Evoco ainda outro caso, que li recentemente no livro da Nieves Soria Dafunchio, Confines de las psicoses (2008). Trata-se de uma jovem que desencadeia aos 19 anos, no momento em que seu pai e sua mãe sofrem quedas e fraturas, um após o outro. Eme, como a chamaremos, cai, como seus pais, e passa por uma internação psiquiátrica, iniciando aí, uma depressão e anorexia radical. Sete anos depois, ela será internada por desnutrição e iniciará o tratamento psicanalítico. Conforme se revelará, para Eme, o alimento e a voz da mãe se sobrepõem, fazendo com que, quando ela come, não tem como não escutar a voz da mãe.

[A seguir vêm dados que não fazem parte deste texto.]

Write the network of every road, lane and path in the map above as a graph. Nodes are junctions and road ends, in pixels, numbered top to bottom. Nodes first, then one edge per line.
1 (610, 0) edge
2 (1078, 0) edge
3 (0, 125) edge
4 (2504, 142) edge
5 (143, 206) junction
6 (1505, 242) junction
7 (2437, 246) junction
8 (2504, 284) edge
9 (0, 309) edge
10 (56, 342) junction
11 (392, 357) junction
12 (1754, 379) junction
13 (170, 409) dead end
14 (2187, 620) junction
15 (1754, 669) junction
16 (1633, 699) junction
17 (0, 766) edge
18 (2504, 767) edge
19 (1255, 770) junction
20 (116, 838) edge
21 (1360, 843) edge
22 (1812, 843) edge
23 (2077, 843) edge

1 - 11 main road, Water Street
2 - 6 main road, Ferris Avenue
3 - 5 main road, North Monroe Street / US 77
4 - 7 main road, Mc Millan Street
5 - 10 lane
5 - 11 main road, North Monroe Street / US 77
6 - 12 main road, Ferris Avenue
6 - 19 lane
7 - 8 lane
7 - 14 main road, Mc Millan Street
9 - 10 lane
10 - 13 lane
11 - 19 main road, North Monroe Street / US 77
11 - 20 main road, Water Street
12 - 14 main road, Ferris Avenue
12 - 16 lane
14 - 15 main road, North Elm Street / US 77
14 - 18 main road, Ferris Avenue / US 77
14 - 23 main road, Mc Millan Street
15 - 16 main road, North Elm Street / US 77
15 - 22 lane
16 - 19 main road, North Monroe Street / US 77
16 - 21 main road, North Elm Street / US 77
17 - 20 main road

Quando ela come, escuta a voz da mãe por dentro. Nieves isola a expressão “não tem como não”. Ela comenta que falta a Eme o “não” do Nome-do-Pai, que permitiria limitar a voz superegoica da mãe.

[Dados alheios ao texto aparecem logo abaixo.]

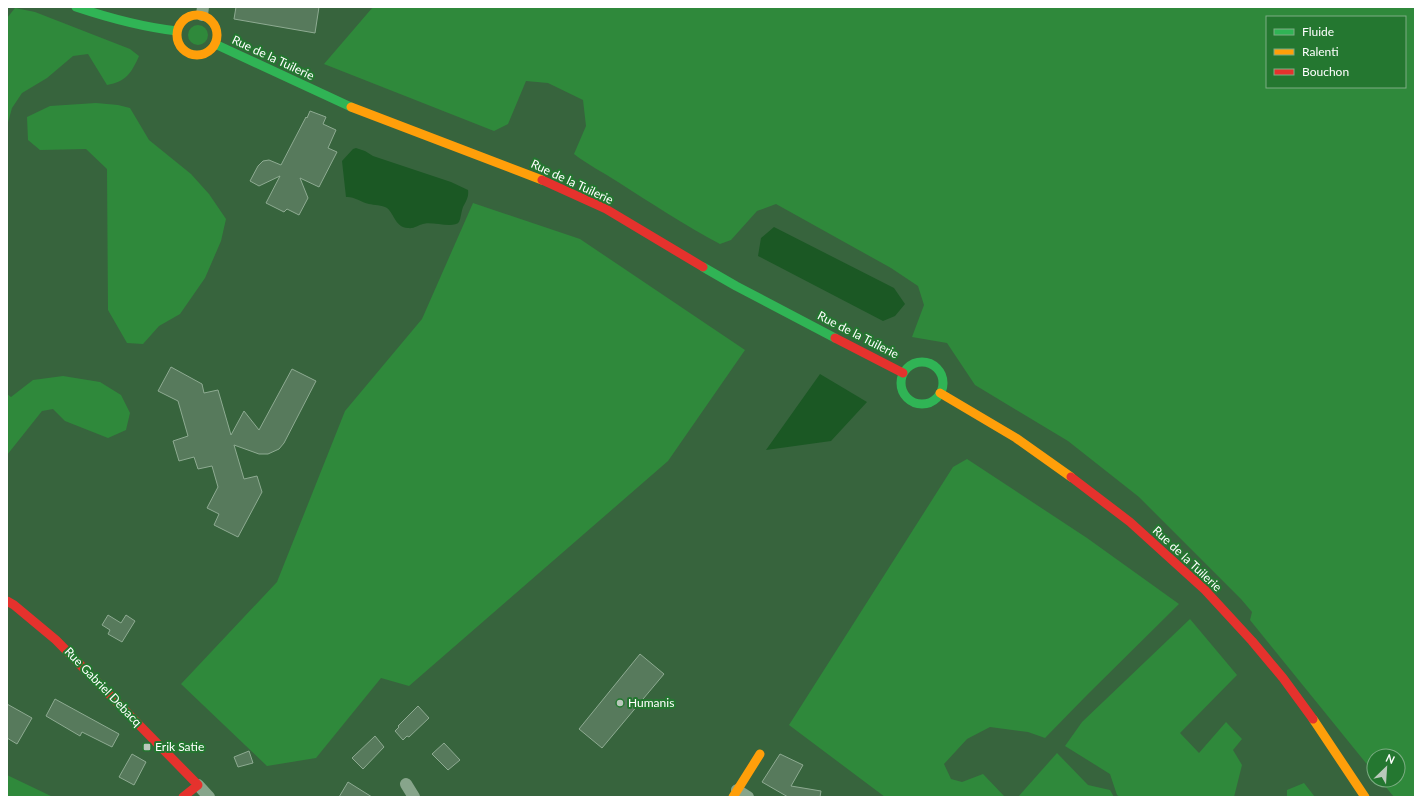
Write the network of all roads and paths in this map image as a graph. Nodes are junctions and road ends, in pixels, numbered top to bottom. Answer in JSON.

Mas o que me interessou nesse caso, para incluí-lo aqui, é que, para além das intervenções de sua analista, no sentido de deslocar essa sobreposição entre a voz superegoica e o alimento, um trabalho sobre o objeto voz será possibilitado pela escolha profissional de Eme.
Atuando junto a um comissariado de proteção de mulheres vítimas de violência familiar, ela produz petições, slogans e textos de divulgação que buscam dar voz aos que não têm voz. Ela se ocupa em dizer pelos que não podem ou não sabem dizer, apropriando-se de sua voz. O reconhecimento de seu trabalho pelos colegas permite a Eme tomar a palavra e ser escutada, no lugar de escutar a voz da mãe. Nesse tratamento, está colocada a possibilidade de que a nominação de Eme pelo trabalho faça suplência ao Nome-do-Pai e se constitua como um suporte para o sujeito.
Depois de afirmar a importância do trabalho como forma de inscrição dos sujeitos no Outro e como um campo de soluções para as inclinações do gozo, indo até à suplência do Nome-do-pai, gostaria também de dizer que ele é um contexto fecundo para as interpretações delirantes na paranoia. Facilmente um pedido ou uma observação de um chefe ou colega são interpretados como humilhação, perseguição ou avanço de caráter sexual. Alguns sujeitos conseguem inventar artifícios, por vezes discretos, como horários alternativos, que servem para limitar o gozo do Outro, experimentado como invasivo. São manobras que visam esvaziar a consistência do Outro e diferenciar o sujeito. Aqui, como na clínica com esses sujeitos, o que se viabiliza é o tratamento do Outro.